Als ich undgefähr drei Jahre alt war, stammelte ich, dass ich später auch rauchen würde, genau wie Papa. Wahrscheinlich, weil es in meinen Augen total cool aussah und er in seinen Anzügen wahrscheinlich auch ziemlich cool aussah.

Als mein Vater das hörte, sagte er natürlich, dass ich das natürlich nicht tun würde. Nachdem ich mich dieser scheinbaren Wahrheit verbal widersetzte, ließ er mich mit den Worten

So, du willst rauchen?

an seiner Zigarette ziehen und nach circa 2cm³ bekam ich einen Hustenanfall als frühkindliche Erinnerung. Wenn auch etwas extrem, war es eine kaklkulierte und effektive Erziehungsmaßnahme.

Danach war ich lange ein ganz gewöhnliches Klugscheißerkind, das den Erwachsenen ihr Laster vorwarf und deren Inkonsequenz und ihre Widersprüche nicht verstand. Ein mal zog ich auf einer Grillparty mit etwa gleichaltrigen Kindern an einem Strohhalm den wir angezündet hatten.

In meinem Zimmer herrschte ein absolutes Rauchverbot, bis auf eine Situation als mein Vater mich zu unserem gemeinsamen Wochenende abholen sollte, sich aber vorher meines defekten Computers annahm. Ihm wurde ein Aschenbecher gebracht und ich schaute fasziniert zu, wie er sich um den Computer kümmerte. Damals war er für mich das absolute Computergenie und ich wusste nicht, warum er in einer Bank arbeitete, wenn er doch mit Computern arbeiten könnte. Die Geste des Aschenbechers seitens meiner Mutter vermittelte auf eine Weise vielleicht den Eindruck, dass große fachliche Kompetenz andere Regeln überschrrieb. Es blieb die einzige Ausnahme und wenn meine Mutter im Auto rauchte, sorgte sie immer für Durchzug. Ich war damals vielleicht acht oder neun.

Am Kiosk in unserer Nähe durfte ich Zigaretten kaufen, nicht weil es keine gute Gegend war oder Kinder dort nicht rauchten, sondern der Inhaber meine Mutter und Oma kannte. Mir machte es nichts aus für meine Mutter Zigaretten zu kaufen, auch wenn ich Niemandem davon erzählen sollte. Für mich war es eher Vertrauen und das ich mit dem Geld keinen (größeren) Unsinn anstelle. An Automaten habe ich auch viele Kippen für Mama gezogen, ganz ohne selber eine davon zu nehmen. Warum auch, Rauchen war ja scheiße.

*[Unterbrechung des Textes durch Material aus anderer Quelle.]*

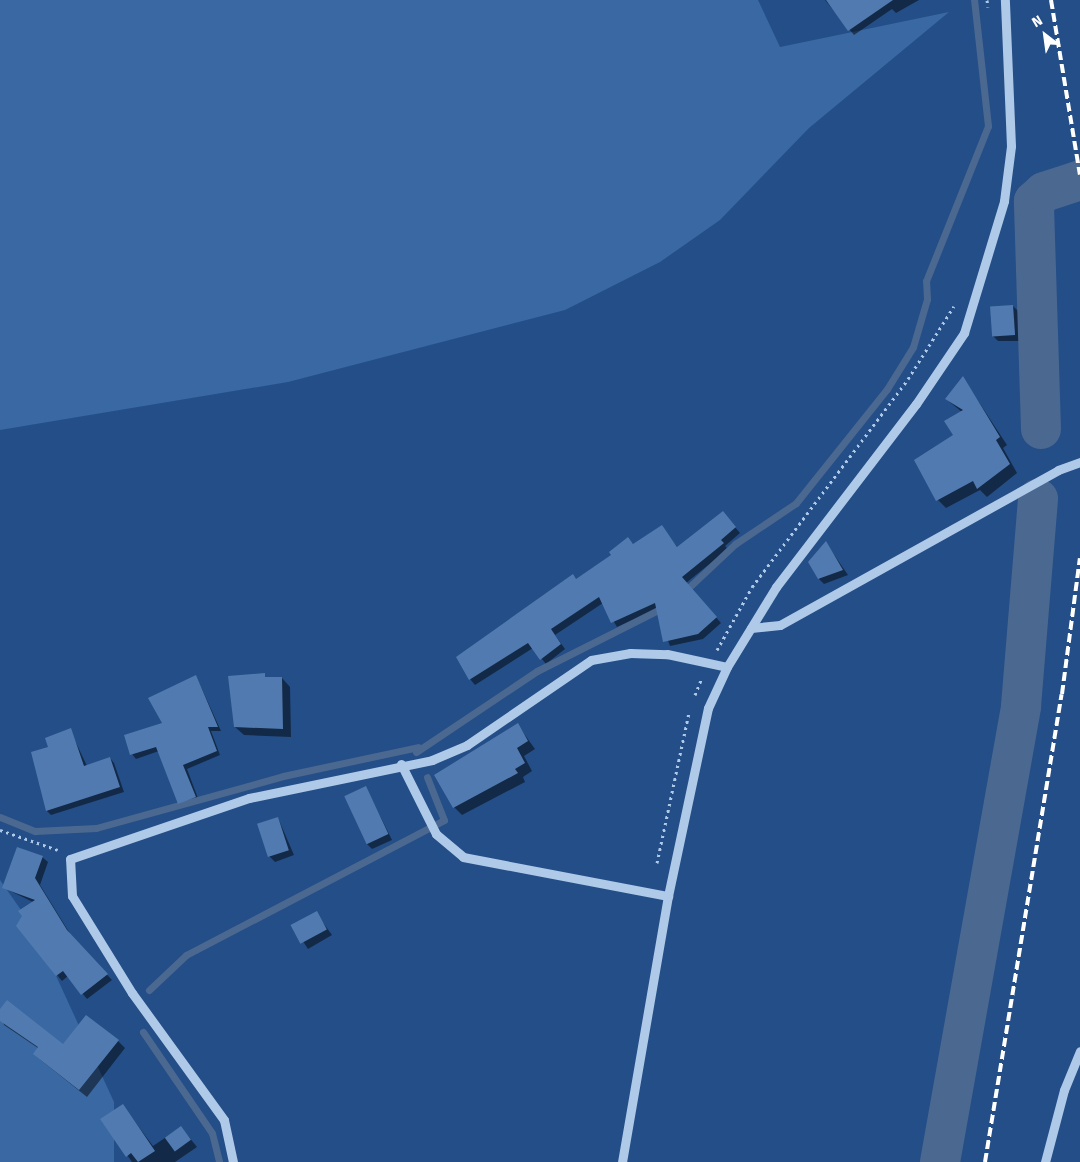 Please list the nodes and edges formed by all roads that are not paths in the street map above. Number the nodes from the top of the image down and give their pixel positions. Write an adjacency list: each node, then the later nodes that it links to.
1 (1005, 0): 3 (street)
2 (1080, 462): 3 (street)
3 (751, 628): 4 (street)
4 (727, 667): 5 (street); 6 (street)
5 (401, 764): 6 (street); 8 (street)
6 (668, 896): 9 (street)
7 (1080, 1050): 10 (street)
8 (233, 1162)
9 (622, 1162)
10 (1045, 1162)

In etwa zehn war ich als meine große Freundin, die Tochter einer gemeinsamen Freundin meiner Mutter anfing zu rauchen, oder zumindest als ich das erste mal dabei war. Sie war vier Jahre älter und wir haben zusammen öfter Dinge unternommen, die meine Mutter nicht unbedingt erfahren sollte. Zusammen durch Köln ziehen, mit dem Hund spazieren, mit Sprühdosen über Mauern und Dächer klettern. Klingelmännchen und Telefonstreiche spielen, an Silvester heimlich mehr Alkohol aus dem Kühlschrank trinken als unsere Mütter gut geheißen hätten.

Sie rauchte, ich hielt mich, anders als bei anderen eher heraus. Es fühlte sich etwas so an als hätten die Kippen jetzt einen von uns, zumindest für mich.

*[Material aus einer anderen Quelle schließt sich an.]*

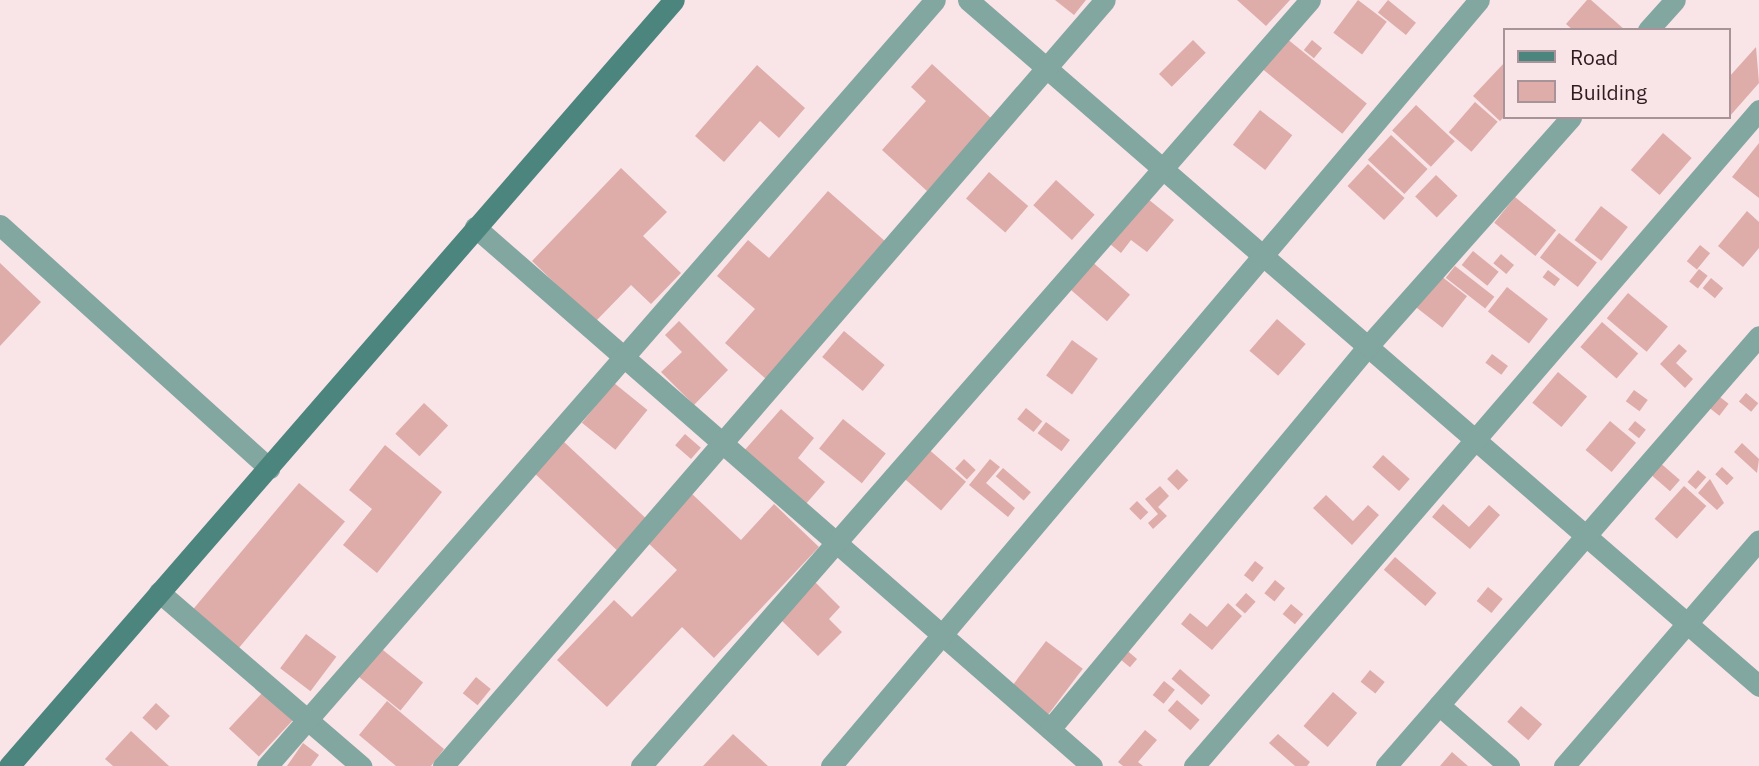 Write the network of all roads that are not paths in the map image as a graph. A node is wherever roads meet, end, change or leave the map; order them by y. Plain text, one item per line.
1 (674, 0) edge
2 (935, 0) edge
3 (968, 0) edge
4 (1105, 0) edge
5 (1310, 0) edge
6 (1479, 0) edge
7 (1675, 0) edge
8 (1650, 28) edge
9 (1047, 68) junction
10 (1759, 110) edge
11 (1569, 119) edge
12 (1161, 168) junction
13 (0, 225) edge
14 (475, 227) junction
15 (1260, 253) junction
16 (1759, 336) edge
17 (1367, 346) junction
18 (626, 353) junction
19 (725, 440) junction
20 (1475, 440) junction
21 (269, 468) junction
22 (1586, 536) junction
23 (1759, 540) edge
24 (839, 542) junction
25 (159, 592) junction
26 (1687, 624) junction
27 (942, 633) junction
28 (1759, 686) edge
29 (1440, 705) junction
30 (308, 719) junction
31 (1050, 729) junction
32 (9, 766) edge
33 (267, 766) edge
34 (361, 766) edge
35 (443, 766) edge
36 (641, 766) edge
37 (831, 766) edge
38 (1092, 766) edge
39 (1194, 766) edge
40 (1387, 766) edge
41 (1509, 766) edge
42 (1564, 766) edge

1 - 14 street
2 - 18 street
3 - 9 street
4 - 9 street
5 - 12 street
6 - 15 street
7 - 8 street
9 - 12 street
9 - 19 street
10 - 20 street
11 - 17 street
12 - 15 street
12 - 24 street
13 - 21 street
14 - 18 street
14 - 21 street
15 - 17 street
15 - 27 street
16 - 22 street
17 - 20 street
17 - 31 street
18 - 19 street
18 - 30 street
19 - 24 street
19 - 35 street
20 - 22 street
20 - 39 street
21 - 25 street
22 - 26 street
22 - 29 street
23 - 26 street
24 - 27 street
24 - 36 street
25 - 30 street
25 - 32 street
26 - 28 street
26 - 42 street
27 - 31 street
27 - 37 street
29 - 40 street
29 - 41 street
30 - 33 street
30 - 34 street
31 - 38 street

An einem anderen Silvester, wenige Jahre später, durfte ich mir eine Zigarette meiner Mutter leihen um Raketen und anders Feuerwerk anzuzünden, wir waren bei anderen Freunden, Kippen funktionieren dazu einfach super und ich war noch ein relativ vernünftiges, relativ normales Kind. Wenn ich an der Kippe paffte, dann nur, damit sie nicht aus ging, in dieser kalten Silvesternacht.

A photo posted by Jonathan M. Hethey (@jonathanmh) on Sep 9, 2014 at 5:50am PDT

Auf dem Bild sollte ich ungefähr 13 sein.

Seitdem ich elf bin, leben wir in Dänemark, mit 14 oder 15 kam ich vom Joggen nach Hause und keuchend in die Küche, wo ich einen weiteren Hustenanfall bekam, der mir eigentlich gut hätte illustrieren müssen, wie stark die Wirkung von Passivrauchen schon sein kann. Ich rauchte immer noch nicht und würde es für die nächsten paar Jahre nicht tun.